Binghamton Community Poets' Big Horror Reading Series
Aynur de Rouen
Alexxa O Bisnar (Student worker)
The Binghamton Community Poets were founded in 1983 by native Binghamton poet, educator, and Harpur College alum Richard Martin. That year he started the The Big Horror Reading Series at a local coffee house. People associated with the series changed throughout the years but always included local writers who were dedicated to the idea of creating a space where literary art could flourish. For fourteen years, readings took place at various venues around the Triple Cities featuring nationally and internationally known writers while continuing to provide “open mike” time for local community writers and sometimes musicians. The series received funding from the New York State Council on the Arts, the Broome County Arts Council, and Poets and Writers, Inc., as well as public donations.
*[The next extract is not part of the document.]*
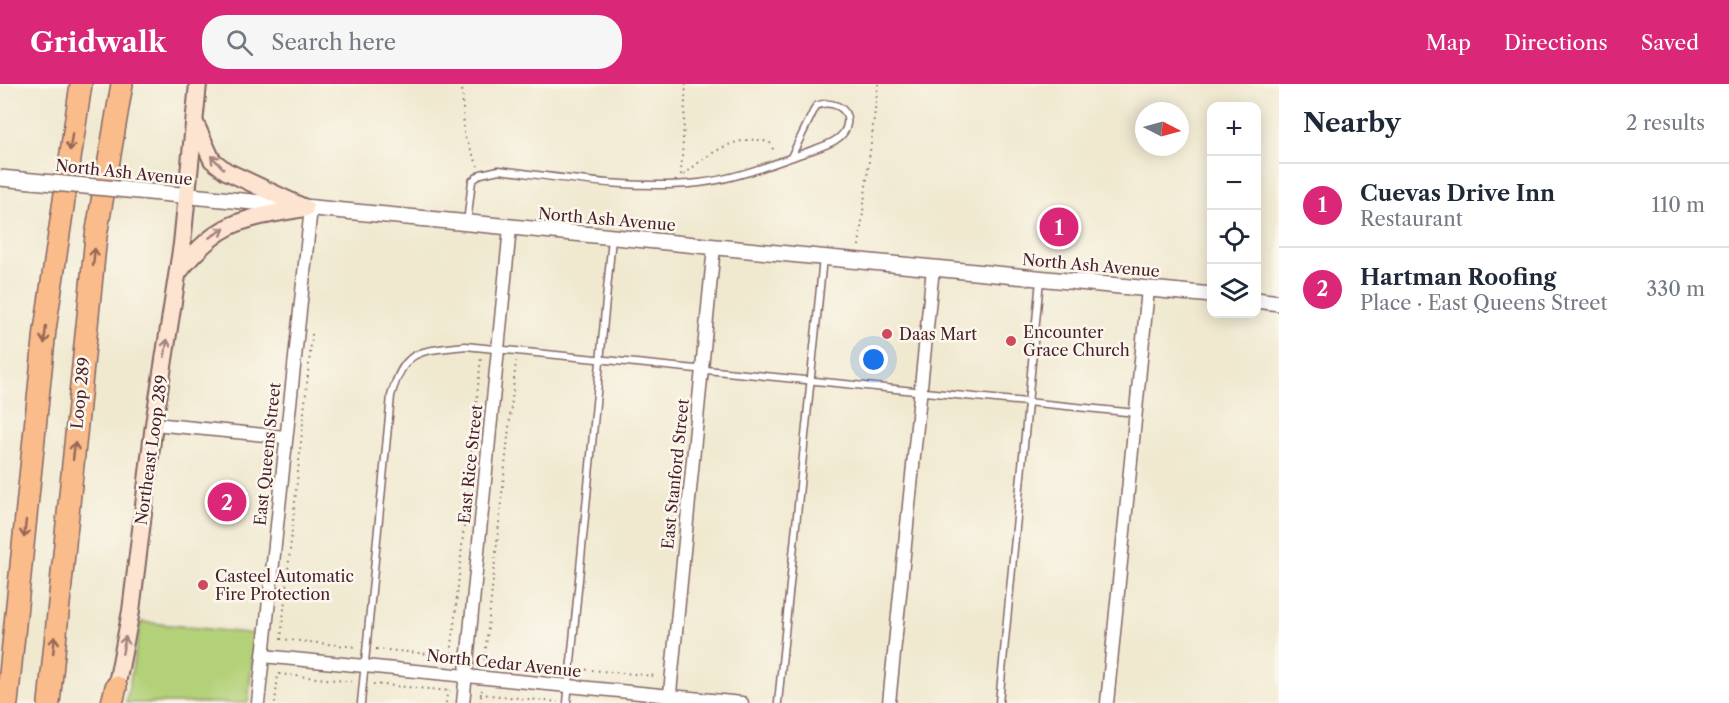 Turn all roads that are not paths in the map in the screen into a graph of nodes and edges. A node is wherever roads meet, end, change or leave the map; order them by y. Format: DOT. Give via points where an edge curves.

Many of the readings between 1987 and 1996 were videotaped. Some of the writers who are featured on the videotapes include (in alphabetical order) Tish Benson, Charles Bernstein, Barney Bush, Wally Butts, Adrian Clarke, Suzanne Cleary, Robert Creeley, Joel Dailey, Jim Daniels, Jack Dann, Diane di Prima, Safiya Henderson-Holmes, Lance Henson, Bob Holman, Pierre Joris, Dave Kelly, Sylvia Kelly, Bill Kemmett, Peter Kidd, Dorianne Laux, Ed Ochester, Kate Rushin, Pamela Sargent, Patricia Smith, Lloyd Van Brunt. Also featured are former and current members of the Binghamton University faculty (in alphabetical order): David Bartine, Martin Bidney, Milton Kessler, Bob Mooney, Liz Rosenberg, Jerome Rothenberg, John Vernon. People associated with the series at one time or another (in alphabetical order): Ken Bovee, Alexis Cacyuk, Jerry Caswell, Tom Costello, Gerry Crinnin, Terry Day, Paul Dean, Zack Grabosky, Tom Haines, Connie Head, Michael Kelly, Tom Kolpakas, Richard Martin, Kate McQueen, John Miller, Bern Mulligan, Doug Paugh, Susan Prezzano, Phil Sweeney, Mike Tarcha. Venues for recorded readings (in chronological order): Swat Sullivan’s Hotel*, Benlin’s, Mad Murphy’s, The Tazmanian Embassy, The Amsterdam, Java Joe’s, Amp’s.
The collection also includes twelve excerpted poems that serve as an introduction. They are linked not only to the full individual readings in Rosetta but also to the catalog records for the books in which they are published. This creates a unique convergence experience, as the catalog record “comes alive” and users can see the writer and hear a poem from the book before they take it off the shelf to read.
Digitization and DVD Production
After the series ended in 1996, the videotapes sat in boxes for ten years. In 2006, since they were most likely degrading and losing both video and audio fidelity, a Memorandum of Understanding between the BCP and the Libraries was agreed on and the process of converting the videotapes to DVD-quality MPEG files for preservation and access purposes was begun. Many of them had glitches and dead spots and several others were not originals but copies, further adding to loss of video and audio fidelity. After the conversion, both the video and audio quality were enhanced to a degree from what was on the tapes. Phase Two involved producing individual DVDs from the MPEG files. The files were literally “raw”: they started when the camera was turned on and continued without interruption until it was turned off, which meant there was often video of silent microphones and audio of irrelevant crowd noises and conversations. Editing these out made the DVDs much better than the raw files.
Preservation and Expanded Access
Due to copyright restrictions, the DVDs have been housed in Special Collections and had to be viewed there. This has definitely curtailed their usage. However, a recent development in Rosetta, our digital preservation system, has allowed us to offer a new form of access. Rosetta added a built-in video viewer, which allows the videos to be both preserved and streamed at the same time. In order to accomplish this, the DVDs had to be converted to MP4s to be compatible with the new viewer. The streaming versions are copies of the DVDs, which is why they contain menus and chapters which are not functional but are continuous play. The streaming versions will allow more users to be able to view and listen to this diverse, wide-ranging collection of readings. (N.B.: They are only accessible on campus or via campus VPN.)
*The image on the item records is the iconic Swat Sullivan's Hotel, which was located on Binghamton's South Side. Swat's was the venue for the earliest readings in the video collection. The building was torn down in 1990. This image was downloaded from Pinterest. If you are the rights holder, please contact The Libraries.